## [Work task]
Below are records; count the lines in them that hold "dead" and give only the count.

## [Material shown]
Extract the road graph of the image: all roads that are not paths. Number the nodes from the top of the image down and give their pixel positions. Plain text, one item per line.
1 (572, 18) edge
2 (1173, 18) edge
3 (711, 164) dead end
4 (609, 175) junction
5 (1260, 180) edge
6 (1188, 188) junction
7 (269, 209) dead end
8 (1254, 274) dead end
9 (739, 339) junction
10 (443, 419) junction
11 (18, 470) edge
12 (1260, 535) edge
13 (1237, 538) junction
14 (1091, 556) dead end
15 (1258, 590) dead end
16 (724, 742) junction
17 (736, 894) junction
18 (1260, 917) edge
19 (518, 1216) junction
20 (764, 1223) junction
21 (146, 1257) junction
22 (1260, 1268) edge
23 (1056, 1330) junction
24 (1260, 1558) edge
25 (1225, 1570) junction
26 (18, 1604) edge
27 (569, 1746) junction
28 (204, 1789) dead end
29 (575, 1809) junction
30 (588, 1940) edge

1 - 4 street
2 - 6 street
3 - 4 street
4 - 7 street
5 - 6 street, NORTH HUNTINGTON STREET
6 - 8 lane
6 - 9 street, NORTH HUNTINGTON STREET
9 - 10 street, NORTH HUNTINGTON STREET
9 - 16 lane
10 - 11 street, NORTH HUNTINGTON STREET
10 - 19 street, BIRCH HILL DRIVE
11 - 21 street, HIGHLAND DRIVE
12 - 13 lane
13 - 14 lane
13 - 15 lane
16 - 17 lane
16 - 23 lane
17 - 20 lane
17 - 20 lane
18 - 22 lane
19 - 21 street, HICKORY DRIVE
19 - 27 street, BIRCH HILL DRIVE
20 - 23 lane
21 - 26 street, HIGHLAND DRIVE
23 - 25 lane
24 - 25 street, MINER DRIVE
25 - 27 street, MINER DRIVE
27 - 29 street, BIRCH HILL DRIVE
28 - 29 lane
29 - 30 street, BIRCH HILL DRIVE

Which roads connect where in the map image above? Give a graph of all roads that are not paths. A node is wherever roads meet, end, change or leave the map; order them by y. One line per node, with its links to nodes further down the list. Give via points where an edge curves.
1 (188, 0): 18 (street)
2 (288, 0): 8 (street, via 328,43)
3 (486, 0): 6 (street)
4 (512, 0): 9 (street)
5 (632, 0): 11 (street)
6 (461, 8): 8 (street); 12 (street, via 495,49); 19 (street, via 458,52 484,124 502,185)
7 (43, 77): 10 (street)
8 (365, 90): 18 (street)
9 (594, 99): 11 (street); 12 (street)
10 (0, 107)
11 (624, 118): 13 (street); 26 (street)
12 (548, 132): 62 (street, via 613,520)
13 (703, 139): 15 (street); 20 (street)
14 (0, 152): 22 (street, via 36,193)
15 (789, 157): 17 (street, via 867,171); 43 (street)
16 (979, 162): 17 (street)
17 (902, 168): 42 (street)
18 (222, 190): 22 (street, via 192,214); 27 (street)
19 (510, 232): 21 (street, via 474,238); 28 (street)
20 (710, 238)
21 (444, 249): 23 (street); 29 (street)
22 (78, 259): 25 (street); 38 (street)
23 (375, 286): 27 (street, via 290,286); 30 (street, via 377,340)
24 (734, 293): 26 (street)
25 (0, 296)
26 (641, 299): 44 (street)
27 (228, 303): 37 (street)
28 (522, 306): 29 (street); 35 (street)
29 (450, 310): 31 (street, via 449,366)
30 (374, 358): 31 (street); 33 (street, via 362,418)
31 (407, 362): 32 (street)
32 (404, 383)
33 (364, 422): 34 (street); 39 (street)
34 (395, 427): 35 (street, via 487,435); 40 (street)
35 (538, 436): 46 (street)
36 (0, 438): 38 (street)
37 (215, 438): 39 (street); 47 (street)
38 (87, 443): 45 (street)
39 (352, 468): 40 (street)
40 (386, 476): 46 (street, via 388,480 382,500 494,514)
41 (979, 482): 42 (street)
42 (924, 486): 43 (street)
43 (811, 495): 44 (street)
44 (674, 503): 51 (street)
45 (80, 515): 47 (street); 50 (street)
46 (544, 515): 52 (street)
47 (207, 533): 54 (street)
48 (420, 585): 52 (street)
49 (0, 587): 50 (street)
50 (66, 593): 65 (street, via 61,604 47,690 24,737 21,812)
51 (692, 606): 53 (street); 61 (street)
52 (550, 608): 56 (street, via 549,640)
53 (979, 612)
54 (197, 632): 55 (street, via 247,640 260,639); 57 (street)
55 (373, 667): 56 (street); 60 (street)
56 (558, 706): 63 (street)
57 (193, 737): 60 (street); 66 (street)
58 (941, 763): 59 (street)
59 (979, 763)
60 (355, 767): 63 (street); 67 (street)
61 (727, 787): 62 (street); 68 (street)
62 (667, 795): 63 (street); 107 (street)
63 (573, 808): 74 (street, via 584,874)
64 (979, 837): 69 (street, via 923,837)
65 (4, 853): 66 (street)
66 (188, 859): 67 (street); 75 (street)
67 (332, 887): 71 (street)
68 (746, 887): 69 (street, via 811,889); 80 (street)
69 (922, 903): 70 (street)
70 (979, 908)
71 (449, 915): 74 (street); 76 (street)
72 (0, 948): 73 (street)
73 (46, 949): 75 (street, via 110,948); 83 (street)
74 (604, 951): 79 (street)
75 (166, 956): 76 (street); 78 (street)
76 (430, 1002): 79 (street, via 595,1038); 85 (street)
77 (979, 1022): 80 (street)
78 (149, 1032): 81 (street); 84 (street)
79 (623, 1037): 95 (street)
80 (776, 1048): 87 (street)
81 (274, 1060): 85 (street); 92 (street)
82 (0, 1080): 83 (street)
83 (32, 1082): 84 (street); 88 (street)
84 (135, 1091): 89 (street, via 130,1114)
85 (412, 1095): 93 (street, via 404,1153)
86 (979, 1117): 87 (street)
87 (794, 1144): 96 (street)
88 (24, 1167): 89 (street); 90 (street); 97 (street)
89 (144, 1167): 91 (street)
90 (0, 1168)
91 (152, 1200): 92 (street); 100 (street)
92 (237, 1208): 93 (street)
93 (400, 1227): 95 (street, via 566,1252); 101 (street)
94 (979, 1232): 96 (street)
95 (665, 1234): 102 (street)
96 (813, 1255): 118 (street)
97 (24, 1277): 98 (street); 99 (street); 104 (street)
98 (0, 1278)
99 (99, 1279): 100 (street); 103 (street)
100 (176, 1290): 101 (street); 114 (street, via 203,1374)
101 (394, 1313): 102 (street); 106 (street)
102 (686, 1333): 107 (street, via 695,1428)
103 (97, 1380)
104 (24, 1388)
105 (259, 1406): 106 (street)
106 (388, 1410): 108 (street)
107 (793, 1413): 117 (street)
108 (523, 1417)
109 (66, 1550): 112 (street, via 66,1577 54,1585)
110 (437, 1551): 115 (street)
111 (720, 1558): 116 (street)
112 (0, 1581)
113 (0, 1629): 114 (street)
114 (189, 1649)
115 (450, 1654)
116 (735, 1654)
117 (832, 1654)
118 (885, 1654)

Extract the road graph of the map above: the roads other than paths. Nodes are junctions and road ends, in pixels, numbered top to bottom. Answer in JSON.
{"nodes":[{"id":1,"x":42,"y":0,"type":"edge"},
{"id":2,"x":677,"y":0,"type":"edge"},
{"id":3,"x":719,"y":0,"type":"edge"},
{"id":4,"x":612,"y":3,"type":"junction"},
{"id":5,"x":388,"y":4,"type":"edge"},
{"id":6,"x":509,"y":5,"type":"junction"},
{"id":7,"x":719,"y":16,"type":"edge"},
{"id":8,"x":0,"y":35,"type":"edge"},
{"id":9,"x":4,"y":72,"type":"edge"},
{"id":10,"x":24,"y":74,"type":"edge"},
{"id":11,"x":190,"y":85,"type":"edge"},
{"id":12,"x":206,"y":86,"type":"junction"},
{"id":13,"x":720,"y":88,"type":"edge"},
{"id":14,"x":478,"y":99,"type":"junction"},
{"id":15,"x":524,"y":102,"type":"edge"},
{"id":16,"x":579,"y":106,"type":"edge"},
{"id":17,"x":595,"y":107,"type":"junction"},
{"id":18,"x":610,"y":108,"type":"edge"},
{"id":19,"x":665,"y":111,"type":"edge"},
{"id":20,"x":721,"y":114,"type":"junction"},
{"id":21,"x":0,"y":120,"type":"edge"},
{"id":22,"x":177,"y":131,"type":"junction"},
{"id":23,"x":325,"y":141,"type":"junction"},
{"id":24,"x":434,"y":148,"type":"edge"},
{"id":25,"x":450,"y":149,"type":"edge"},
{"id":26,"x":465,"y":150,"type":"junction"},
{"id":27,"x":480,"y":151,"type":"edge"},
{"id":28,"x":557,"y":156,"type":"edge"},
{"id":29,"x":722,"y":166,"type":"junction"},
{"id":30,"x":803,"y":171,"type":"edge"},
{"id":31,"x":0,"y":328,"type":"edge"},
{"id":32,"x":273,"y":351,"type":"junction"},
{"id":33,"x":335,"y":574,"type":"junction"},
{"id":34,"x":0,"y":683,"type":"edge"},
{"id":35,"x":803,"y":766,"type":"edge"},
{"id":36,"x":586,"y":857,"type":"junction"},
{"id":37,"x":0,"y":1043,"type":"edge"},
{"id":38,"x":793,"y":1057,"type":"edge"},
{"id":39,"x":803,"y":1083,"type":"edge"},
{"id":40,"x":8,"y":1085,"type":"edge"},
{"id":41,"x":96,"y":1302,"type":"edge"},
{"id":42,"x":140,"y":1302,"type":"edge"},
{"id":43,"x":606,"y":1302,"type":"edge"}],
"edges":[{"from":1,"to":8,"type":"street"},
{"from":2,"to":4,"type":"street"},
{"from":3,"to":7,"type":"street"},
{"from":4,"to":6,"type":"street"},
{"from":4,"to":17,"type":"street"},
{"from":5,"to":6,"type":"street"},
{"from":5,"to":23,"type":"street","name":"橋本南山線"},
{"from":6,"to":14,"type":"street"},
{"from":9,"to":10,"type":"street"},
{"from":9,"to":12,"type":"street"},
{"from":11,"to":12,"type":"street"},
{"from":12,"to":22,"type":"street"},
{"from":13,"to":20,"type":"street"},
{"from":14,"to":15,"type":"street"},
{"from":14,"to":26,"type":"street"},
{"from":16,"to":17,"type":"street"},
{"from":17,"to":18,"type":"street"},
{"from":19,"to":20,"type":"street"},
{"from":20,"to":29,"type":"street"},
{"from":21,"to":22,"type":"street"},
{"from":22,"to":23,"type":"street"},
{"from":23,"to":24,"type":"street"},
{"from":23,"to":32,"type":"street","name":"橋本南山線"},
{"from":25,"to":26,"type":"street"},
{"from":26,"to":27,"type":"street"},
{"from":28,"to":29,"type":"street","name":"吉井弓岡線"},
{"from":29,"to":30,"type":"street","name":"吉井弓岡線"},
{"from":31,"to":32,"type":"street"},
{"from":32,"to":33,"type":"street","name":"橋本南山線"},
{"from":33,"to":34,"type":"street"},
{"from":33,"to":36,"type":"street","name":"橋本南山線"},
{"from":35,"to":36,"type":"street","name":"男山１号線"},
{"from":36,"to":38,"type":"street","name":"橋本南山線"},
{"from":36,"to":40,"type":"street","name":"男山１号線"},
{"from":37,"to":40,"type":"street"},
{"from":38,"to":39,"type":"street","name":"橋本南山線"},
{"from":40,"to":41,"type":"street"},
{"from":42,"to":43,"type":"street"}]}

## [Answer space]
6